- _SOURCE RECORDS_:
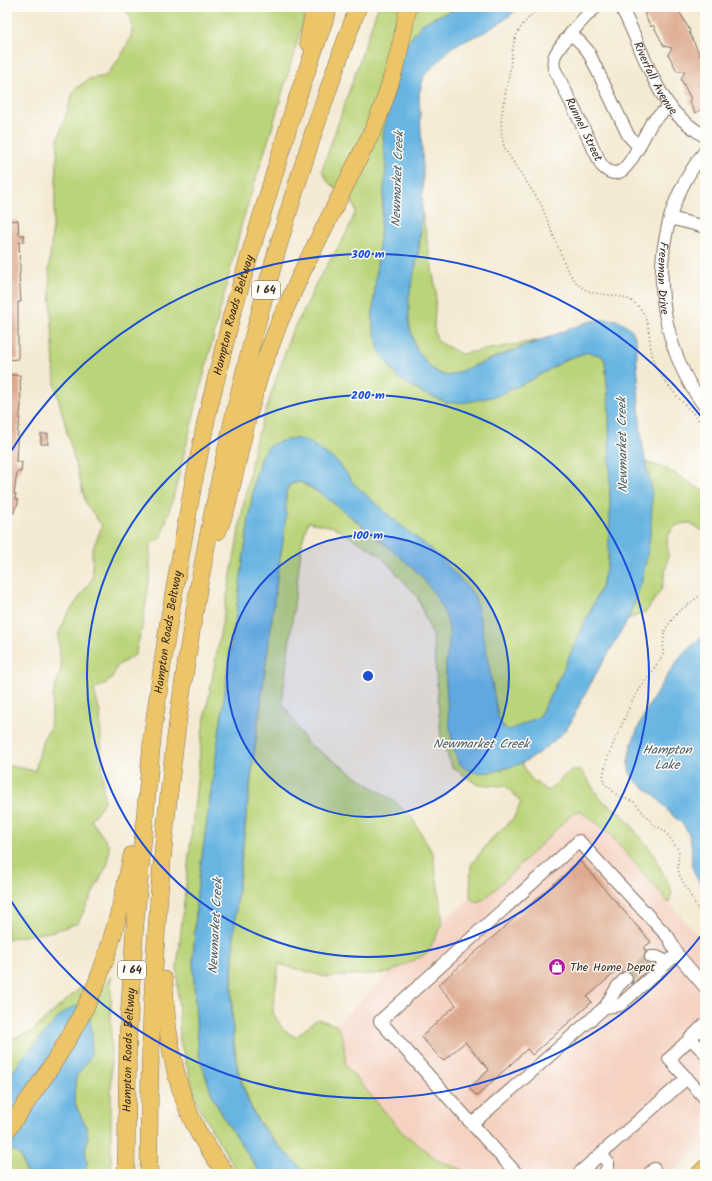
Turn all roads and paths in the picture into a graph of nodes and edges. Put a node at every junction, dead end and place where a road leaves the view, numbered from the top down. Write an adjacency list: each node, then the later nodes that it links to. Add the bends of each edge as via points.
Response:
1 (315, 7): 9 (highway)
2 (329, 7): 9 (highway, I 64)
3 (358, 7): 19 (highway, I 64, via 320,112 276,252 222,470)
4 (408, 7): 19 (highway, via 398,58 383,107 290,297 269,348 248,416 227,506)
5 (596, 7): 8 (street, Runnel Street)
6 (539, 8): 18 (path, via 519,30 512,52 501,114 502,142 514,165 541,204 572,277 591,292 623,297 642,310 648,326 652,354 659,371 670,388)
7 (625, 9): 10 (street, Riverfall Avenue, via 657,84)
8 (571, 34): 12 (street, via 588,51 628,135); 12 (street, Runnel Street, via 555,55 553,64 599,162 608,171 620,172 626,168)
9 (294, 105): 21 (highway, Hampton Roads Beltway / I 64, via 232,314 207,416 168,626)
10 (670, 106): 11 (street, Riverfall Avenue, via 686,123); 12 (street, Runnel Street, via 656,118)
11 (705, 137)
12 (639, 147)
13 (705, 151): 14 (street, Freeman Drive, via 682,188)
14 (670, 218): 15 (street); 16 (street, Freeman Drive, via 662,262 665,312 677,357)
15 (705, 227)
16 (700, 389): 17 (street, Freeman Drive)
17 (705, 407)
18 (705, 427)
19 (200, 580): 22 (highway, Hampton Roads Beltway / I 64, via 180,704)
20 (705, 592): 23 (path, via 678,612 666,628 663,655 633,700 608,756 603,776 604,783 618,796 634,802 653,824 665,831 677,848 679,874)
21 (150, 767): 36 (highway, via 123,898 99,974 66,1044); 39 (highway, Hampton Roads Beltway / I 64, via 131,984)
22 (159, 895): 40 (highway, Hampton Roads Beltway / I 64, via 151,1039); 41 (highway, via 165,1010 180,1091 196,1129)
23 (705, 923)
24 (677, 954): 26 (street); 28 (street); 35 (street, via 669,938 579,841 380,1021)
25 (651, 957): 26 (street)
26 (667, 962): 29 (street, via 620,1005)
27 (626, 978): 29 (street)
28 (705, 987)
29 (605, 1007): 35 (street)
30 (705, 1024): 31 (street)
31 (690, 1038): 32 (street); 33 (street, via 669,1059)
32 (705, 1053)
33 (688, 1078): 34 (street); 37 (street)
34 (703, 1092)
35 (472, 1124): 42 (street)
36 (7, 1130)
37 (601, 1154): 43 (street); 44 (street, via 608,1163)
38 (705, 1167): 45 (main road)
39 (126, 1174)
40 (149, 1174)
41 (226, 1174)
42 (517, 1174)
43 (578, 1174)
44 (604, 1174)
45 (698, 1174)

- _REQUIRED ACTION_: Everything in the data except the pictures must appear in your answer unchanged.

- _OUTPUT OF THE TASK_:
Turn all roads and paths in the picture into a graph of nodes and edges. Put a node at every junction, dead end and place where a road leaves the view, numbered from the top down. Write an adjacency list: each node, then the later nodes that it links to. Add the bends of each edge as via points.
Response:
1 (315, 7): 9 (highway)
2 (329, 7): 9 (highway, I 64)
3 (358, 7): 19 (highway, I 64, via 320,112 276,252 222,470)
4 (408, 7): 19 (highway, via 398,58 383,107 290,297 269,348 248,416 227,506)
5 (596, 7): 8 (street, Runnel Street)
6 (539, 8): 18 (path, via 519,30 512,52 501,114 502,142 514,165 541,204 572,277 591,292 623,297 642,310 648,326 652,354 659,371 670,388)
7 (625, 9): 10 (street, Riverfall Avenue, via 657,84)
8 (571, 34): 12 (street, via 588,51 628,135); 12 (street, Runnel Street, via 555,55 553,64 599,162 608,171 620,172 626,168)
9 (294, 105): 21 (highway, Hampton Roads Beltway / I 64, via 232,314 207,416 168,626)
10 (670, 106): 11 (street, Riverfall Avenue, via 686,123); 12 (street, Runnel Street, via 656,118)
11 (705, 137)
12 (639, 147)
13 (705, 151): 14 (street, Freeman Drive, via 682,188)
14 (670, 218): 15 (street); 16 (street, Freeman Drive, via 662,262 665,312 677,357)
15 (705, 227)
16 (700, 389): 17 (street, Freeman Drive)
17 (705, 407)
18 (705, 427)
19 (200, 580): 22 (highway, Hampton Roads Beltway / I 64, via 180,704)
20 (705, 592): 23 (path, via 678,612 666,628 663,655 633,700 608,756 603,776 604,783 618,796 634,802 653,824 665,831 677,848 679,874)
21 (150, 767): 36 (highway, via 123,898 99,974 66,1044); 39 (highway, Hampton Roads Beltway / I 64, via 131,984)
22 (159, 895): 40 (highway, Hampton Roads Beltway / I 64, via 151,1039); 41 (highway, via 165,1010 180,1091 196,1129)
23 (705, 923)
24 (677, 954): 26 (street); 28 (street); 35 (street, via 669,938 579,841 380,1021)
25 (651, 957): 26 (street)
26 (667, 962): 29 (street, via 620,1005)
27 (626, 978): 29 (street)
28 (705, 987)
29 (605, 1007): 35 (street)
30 (705, 1024): 31 (street)
31 (690, 1038): 32 (street); 33 (street, via 669,1059)
32 (705, 1053)
33 (688, 1078): 34 (street); 37 (street)
34 (703, 1092)
35 (472, 1124): 42 (street)
36 (7, 1130)
37 (601, 1154): 43 (street); 44 (street, via 608,1163)
38 (705, 1167): 45 (main road)
39 (126, 1174)
40 (149, 1174)
41 (226, 1174)
42 (517, 1174)
43 (578, 1174)
44 (604, 1174)
45 (698, 1174)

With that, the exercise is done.